Foi minha estréia no Carnaval de Salvador, sim. Um momento importante para eu saber bem o que quero fazer da minha vida musical. E eu percebi que não desejo seguir a “boiada” mesmo. Tenho uma personalidade musical bastante forte e bem formada e precisei subir no trio em plena avenida para entender isso de uma vez. Não quero isto de colocar o dedinho na boca e ir ate o chão somente. É muito pouco. O que quero é produzir arte genuína no meio da folia. Porque eu amo a folia. Mas acredito que é possível fazer coisas melhores do que se tem feito.

                    
(A.N) Como já foi dito, você que já viajou o Brasil e também alguns países, fazendo shows, campanhas e projetos,  por que escolher morar em Salvador e cantar a Bahia?


Foi algo natural. As oportunidades aconteceram aqui. Teve o I Festival Universitário no qual interpretei a música campeã, a relação boa com o teatro Vila Velha, as participações com a banda Maria Juaquina, e meu envolvimento com a Cia Beluna de arte a qual hoje pertenço.
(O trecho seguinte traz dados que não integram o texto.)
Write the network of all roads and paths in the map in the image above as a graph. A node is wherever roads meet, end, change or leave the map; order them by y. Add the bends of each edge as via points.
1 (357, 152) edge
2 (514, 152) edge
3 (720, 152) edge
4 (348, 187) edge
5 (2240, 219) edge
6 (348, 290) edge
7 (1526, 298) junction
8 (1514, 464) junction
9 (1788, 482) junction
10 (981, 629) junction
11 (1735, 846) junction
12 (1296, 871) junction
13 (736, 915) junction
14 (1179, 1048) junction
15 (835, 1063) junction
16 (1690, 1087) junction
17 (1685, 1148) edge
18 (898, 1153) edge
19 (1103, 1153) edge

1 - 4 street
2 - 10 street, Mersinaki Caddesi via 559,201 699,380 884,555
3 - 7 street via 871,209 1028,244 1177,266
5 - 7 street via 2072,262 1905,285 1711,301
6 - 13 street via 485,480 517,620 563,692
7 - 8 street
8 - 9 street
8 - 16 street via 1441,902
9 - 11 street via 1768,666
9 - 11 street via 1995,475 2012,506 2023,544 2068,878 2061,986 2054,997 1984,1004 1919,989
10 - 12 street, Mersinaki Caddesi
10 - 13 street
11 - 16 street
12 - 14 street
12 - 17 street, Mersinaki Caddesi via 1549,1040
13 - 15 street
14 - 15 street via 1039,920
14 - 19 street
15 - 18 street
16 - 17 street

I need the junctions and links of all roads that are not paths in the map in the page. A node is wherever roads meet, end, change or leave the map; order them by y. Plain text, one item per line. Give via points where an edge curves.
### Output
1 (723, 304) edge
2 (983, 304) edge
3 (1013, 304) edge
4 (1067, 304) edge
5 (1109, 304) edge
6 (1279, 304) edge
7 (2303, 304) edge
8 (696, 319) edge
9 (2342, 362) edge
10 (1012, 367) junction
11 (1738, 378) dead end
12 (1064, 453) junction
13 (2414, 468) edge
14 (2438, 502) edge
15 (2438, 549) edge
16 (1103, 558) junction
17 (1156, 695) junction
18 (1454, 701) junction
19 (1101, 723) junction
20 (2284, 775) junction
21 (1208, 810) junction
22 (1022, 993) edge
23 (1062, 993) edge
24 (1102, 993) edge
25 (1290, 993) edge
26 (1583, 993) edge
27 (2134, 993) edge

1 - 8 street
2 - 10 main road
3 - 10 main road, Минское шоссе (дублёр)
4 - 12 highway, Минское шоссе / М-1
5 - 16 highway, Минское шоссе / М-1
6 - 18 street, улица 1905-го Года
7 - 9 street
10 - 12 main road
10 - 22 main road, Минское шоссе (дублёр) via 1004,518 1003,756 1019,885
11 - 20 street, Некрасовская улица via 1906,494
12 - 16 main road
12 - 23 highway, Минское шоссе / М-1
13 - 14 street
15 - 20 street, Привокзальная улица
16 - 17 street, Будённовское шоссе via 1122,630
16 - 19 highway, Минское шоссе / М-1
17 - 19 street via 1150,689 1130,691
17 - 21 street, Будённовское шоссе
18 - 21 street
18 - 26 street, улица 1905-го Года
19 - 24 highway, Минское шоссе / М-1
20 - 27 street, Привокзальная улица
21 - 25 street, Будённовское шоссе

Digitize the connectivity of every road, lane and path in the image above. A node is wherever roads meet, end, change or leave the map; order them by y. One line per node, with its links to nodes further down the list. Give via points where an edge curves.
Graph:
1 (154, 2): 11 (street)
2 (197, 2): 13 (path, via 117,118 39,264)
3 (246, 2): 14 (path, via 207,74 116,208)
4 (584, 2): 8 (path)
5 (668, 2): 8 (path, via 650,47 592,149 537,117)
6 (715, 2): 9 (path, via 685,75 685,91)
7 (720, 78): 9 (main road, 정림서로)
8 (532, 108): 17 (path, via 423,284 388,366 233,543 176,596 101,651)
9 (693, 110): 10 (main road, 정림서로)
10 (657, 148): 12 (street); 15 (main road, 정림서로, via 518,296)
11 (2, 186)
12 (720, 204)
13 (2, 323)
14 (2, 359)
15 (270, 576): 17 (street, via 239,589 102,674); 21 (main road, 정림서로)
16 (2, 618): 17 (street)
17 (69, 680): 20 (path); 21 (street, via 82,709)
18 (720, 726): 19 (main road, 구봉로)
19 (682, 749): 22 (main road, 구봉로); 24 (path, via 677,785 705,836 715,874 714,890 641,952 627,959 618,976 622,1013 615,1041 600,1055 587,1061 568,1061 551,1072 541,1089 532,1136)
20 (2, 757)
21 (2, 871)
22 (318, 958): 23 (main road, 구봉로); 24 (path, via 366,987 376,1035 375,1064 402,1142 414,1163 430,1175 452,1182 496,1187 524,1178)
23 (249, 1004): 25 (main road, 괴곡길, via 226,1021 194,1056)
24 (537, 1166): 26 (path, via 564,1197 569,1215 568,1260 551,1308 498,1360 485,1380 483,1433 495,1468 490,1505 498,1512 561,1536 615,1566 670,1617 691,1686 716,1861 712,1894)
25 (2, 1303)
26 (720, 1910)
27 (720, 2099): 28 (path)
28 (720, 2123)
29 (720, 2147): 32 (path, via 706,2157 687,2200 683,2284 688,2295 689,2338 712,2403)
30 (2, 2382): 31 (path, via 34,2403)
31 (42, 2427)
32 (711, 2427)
Além disso, eu amo Salvador. Ainda tem uma coisa praieira.


(A.N) Conte aos leitores do Amálgama, quais os seus projetos atuais e futuros?


A Cia Beluna esta dando um salto importante com sua legalização. O que no teatro é algo raro. Estamos em vias de geração de CNPJ, ocasionando uma valorização do trabalho e uma profissionalização que é essencial para alcançar patamares mais altos. Nossos projetos sociais irão dar uma guinada com isto por exemplo.

Na musica tem coisa boa sendo planejada. Um show só meu. Uma homenagem às mulheres. Mas vai ficar para o segundo semestre. Ando devagar porque já tive pressa...


(A.N) Alec Saramago por Alec Saramago? E o que te faz um ser humano ABSOLUTO?


Um homem com uma garra imensa, que acorda cedo e já salta da cama feliz, mexendo com todo mundo!
O amor próprio, muito presente, conquistado na raça e na psicologia é que me dão isto. Eu sou um “caçador de mim”.


(A.N) “Últimas Palavras”...


Muita vida para todos! Amem a vocês antes de amar a qualquer coisa. Assim o amor pelo outro acontece. Por que atraímos aquilo que temos em nós. Se temos amor, teremos amor sempre! Hare Krsna!

Ah, e visitem o blog mais vezes. Léo é uma figura!

Também podem me ver no “youtube” colocando meu nome ou banda Maria Juaquina. Tem também um documentário interessante, chamado Folhas e Rezas. Quero que conheçam. Além do site www.beluna.com.br



Negão, eu agradeço pela sua participação e disponibilizo, desde já, este espaço para divulgar o seu trabalho sempre que você desejar. Um forte abraço do velho amigo, Léo Rujo.